Source configuration objects - legacy
Overview
Note that there is a separate overview of how to use these objects to ingest data into Infinit.e. These pages are reference information.
The Config - Source - Get API returns a source document in the following response format (Config - Source - Good is similar but returns an array of source JSON objects instead):
{
response:
"action": "Source Info"
"success": boolean,
"message": "string", // A human readable message (i.e. "Successfully retrieved source info")
"time": integer // The number of milliseconds spent performing the query
},
data: { ... } // The JSON format below
}
JSON format
{
// User-defined top level metadata:
"title" : "string", // String, display title for source
"description" : "string", // String, display description of documents to be harvested
"url" : "string", // String, url/path to documents to harvest
"mediaType" : "string", // Type of document being harvested, i.e. Record, Report, etc.
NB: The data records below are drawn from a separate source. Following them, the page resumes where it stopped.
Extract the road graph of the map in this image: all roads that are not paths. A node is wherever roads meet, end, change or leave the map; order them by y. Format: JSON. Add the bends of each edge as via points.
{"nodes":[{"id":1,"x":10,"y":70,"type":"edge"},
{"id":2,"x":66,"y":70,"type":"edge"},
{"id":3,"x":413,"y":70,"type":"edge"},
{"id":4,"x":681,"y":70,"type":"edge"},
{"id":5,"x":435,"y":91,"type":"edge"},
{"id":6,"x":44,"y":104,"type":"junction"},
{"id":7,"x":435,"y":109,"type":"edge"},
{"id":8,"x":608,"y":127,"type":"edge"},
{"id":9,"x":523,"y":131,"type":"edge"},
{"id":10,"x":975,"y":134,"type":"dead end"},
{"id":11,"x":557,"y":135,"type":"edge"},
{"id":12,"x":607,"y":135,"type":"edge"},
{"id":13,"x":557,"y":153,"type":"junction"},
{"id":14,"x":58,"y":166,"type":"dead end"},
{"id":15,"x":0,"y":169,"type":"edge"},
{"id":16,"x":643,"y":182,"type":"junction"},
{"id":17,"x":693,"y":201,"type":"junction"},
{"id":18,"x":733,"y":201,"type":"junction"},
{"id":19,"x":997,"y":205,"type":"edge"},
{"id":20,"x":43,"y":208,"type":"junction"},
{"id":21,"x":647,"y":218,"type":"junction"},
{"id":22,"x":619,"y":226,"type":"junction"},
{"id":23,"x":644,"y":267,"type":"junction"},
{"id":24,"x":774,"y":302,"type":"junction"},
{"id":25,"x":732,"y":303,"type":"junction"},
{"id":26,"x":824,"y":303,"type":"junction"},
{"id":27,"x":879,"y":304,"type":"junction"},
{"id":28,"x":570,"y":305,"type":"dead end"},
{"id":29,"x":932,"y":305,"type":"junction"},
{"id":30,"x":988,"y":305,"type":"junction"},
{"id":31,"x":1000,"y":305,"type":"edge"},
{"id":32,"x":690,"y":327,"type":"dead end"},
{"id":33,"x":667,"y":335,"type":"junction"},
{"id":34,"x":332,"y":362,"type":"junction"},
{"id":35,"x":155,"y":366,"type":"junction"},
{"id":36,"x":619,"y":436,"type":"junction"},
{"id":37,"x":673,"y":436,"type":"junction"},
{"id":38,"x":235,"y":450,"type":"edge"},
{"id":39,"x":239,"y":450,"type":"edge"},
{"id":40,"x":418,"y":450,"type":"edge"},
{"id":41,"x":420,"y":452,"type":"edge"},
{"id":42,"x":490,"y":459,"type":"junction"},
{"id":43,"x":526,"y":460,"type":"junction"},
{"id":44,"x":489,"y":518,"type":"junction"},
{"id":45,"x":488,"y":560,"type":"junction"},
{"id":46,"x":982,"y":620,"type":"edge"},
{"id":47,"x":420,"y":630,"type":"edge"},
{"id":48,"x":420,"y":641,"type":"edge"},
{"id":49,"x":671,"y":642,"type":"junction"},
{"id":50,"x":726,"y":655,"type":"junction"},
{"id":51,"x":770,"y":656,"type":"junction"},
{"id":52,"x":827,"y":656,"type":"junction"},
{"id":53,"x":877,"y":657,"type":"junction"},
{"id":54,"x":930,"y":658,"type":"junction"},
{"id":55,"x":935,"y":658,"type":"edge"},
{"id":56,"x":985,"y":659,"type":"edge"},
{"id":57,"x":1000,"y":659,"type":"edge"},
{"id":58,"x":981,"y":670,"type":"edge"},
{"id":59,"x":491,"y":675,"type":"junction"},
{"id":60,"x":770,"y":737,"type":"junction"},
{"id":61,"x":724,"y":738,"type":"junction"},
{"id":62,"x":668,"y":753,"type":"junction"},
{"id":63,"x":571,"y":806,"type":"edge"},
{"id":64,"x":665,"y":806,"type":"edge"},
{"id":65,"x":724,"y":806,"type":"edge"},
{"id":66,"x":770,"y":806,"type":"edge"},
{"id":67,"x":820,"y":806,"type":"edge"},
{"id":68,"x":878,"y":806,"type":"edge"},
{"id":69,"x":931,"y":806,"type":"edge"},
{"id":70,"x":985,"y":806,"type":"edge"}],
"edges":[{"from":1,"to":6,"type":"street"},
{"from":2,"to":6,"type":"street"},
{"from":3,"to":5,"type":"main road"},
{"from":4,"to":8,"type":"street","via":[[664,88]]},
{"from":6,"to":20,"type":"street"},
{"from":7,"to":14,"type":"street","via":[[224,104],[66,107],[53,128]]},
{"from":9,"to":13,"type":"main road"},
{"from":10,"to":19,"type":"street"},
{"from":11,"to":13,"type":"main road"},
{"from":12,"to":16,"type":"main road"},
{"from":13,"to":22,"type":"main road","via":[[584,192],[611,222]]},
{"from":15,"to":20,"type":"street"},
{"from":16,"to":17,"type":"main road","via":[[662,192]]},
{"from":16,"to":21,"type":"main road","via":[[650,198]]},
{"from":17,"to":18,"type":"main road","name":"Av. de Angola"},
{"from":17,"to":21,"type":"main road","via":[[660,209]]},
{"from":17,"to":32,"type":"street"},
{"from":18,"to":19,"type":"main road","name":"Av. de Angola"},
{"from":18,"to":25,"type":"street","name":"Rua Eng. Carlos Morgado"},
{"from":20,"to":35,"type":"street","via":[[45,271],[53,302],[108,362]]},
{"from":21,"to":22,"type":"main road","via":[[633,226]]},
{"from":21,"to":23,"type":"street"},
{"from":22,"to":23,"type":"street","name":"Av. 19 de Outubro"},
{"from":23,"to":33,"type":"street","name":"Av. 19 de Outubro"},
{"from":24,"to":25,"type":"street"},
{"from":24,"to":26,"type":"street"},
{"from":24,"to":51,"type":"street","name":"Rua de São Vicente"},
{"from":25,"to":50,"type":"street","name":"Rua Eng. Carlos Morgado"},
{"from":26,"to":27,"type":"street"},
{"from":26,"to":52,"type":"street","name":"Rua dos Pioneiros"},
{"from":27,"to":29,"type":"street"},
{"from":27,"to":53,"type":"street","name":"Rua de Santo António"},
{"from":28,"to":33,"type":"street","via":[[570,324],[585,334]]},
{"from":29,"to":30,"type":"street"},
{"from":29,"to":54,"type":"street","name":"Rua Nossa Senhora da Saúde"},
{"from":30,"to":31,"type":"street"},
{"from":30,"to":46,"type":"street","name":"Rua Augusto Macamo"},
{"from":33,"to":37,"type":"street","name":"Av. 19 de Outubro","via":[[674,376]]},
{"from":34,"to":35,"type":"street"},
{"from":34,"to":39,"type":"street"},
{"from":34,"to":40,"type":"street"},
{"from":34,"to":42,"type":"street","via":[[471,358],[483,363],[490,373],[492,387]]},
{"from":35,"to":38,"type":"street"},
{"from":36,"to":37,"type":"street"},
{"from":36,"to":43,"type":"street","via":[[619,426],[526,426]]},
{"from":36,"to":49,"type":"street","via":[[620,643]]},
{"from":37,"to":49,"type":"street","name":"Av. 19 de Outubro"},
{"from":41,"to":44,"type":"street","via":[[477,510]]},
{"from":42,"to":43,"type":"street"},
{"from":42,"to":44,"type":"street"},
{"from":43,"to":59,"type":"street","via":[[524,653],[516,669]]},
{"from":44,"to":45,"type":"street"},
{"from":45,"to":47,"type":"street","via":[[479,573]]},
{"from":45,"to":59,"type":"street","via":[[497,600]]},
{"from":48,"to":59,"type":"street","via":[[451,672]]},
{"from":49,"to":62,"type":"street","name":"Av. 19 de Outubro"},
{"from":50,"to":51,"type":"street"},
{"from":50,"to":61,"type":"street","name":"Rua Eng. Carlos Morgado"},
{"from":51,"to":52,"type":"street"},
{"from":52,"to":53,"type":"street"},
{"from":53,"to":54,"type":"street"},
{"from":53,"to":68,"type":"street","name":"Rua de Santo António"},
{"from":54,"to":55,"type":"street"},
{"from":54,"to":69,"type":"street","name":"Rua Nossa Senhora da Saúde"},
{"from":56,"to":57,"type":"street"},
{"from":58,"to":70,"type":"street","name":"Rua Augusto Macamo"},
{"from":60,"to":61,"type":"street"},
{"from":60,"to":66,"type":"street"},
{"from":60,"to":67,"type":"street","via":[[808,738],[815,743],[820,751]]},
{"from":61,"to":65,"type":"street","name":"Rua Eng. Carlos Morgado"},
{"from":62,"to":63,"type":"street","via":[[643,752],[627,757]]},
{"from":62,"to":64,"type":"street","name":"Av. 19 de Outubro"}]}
Basically a free from string used to populate the corresponding field in the document
"tags" : [ "string" ], // Array of tags that are appended to documents harvested for this source
// Auto-generated top level metadata:
"_id" : "string", // A unique ID for the document
"key" : "string", // String, unique identifier for a source based on the url
"created": "string", // When the source was originally created (Java date format)
"modified" : "string", // When the source was last modified (Java date format)
// Social metadata
// User-generated:
"isPublic" : boolean, // Described below, under source privacy (summary: if "isPublic" is true, only a restricted set of fields are visible)
// Admin-generated:
"isApproved" : boolean, // When a source is first added to a community, the admin (if different to the owner) must approve it.
// Auto-generated:
"ownerId": "string", // The "_id" of the creating user (see person object) - only the user and admins have write privileges on the source
"communityIds" : [ "string" ], // A list of "_id"s of communities (normally only one) across which the source is shared
"appendTagsToDocs": boolean, // Defaults to true, if false then the "tags" array isn't copied to the document
// Different extraction types:
"extractType" : "string", // Currently supported: "Feed" (for HTTP/RSS), "File" for SMB (shared filesystem) file access, "Database" for SQL access
"authentication" : { ... }, // a generic authentication configuration object used (currently) by "Feed" and "Database" harvesters
"rss": { ... }, // See RSS object below ("extractType":"Feed" only)
"file" : { ... }, // See File object below ("extractType":"File" only)
"database" : { ... }, // See Database object below ("extractType":"Database" only)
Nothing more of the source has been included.